◆ **Task details**
Output the complete listing exactly.

◆ **Exercise material**
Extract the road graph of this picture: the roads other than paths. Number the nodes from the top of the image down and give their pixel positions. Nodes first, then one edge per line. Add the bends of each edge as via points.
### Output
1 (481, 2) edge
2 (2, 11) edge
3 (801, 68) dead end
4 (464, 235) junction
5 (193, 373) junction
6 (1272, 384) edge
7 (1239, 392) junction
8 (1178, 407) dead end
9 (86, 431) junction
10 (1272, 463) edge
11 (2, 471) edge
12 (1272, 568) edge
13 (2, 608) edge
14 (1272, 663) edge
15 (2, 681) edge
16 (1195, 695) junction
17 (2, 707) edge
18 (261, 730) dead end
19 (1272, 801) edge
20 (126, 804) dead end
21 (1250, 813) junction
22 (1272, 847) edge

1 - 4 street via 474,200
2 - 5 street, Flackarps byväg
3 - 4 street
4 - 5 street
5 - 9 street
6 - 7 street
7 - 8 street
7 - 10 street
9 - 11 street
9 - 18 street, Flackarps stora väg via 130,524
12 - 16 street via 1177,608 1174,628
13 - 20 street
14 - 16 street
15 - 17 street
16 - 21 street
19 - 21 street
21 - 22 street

◆ **Expected answer**
Extract the road graph of this picture: the roads other than paths. Number the nodes from the top of the image down and give their pixel positions. Nodes first, then one edge per line. Add the bends of each edge as via points.
### Output
1 (481, 2) edge
2 (2, 11) edge
3 (801, 68) dead end
4 (464, 235) junction
5 (193, 373) junction
6 (1272, 384) edge
7 (1239, 392) junction
8 (1178, 407) dead end
9 (86, 431) junction
10 (1272, 463) edge
11 (2, 471) edge
12 (1272, 568) edge
13 (2, 608) edge
14 (1272, 663) edge
15 (2, 681) edge
16 (1195, 695) junction
17 (2, 707) edge
18 (261, 730) dead end
19 (1272, 801) edge
20 (126, 804) dead end
21 (1250, 813) junction
22 (1272, 847) edge

1 - 4 street via 474,200
2 - 5 street, Flackarps byväg
3 - 4 street
4 - 5 street
5 - 9 street
6 - 7 street
7 - 8 street
7 - 10 street
9 - 11 street
9 - 18 street, Flackarps stora väg via 130,524
12 - 16 street via 1177,608 1174,628
13 - 20 street
14 - 16 street
15 - 17 street
16 - 21 street
19 - 21 street
21 - 22 street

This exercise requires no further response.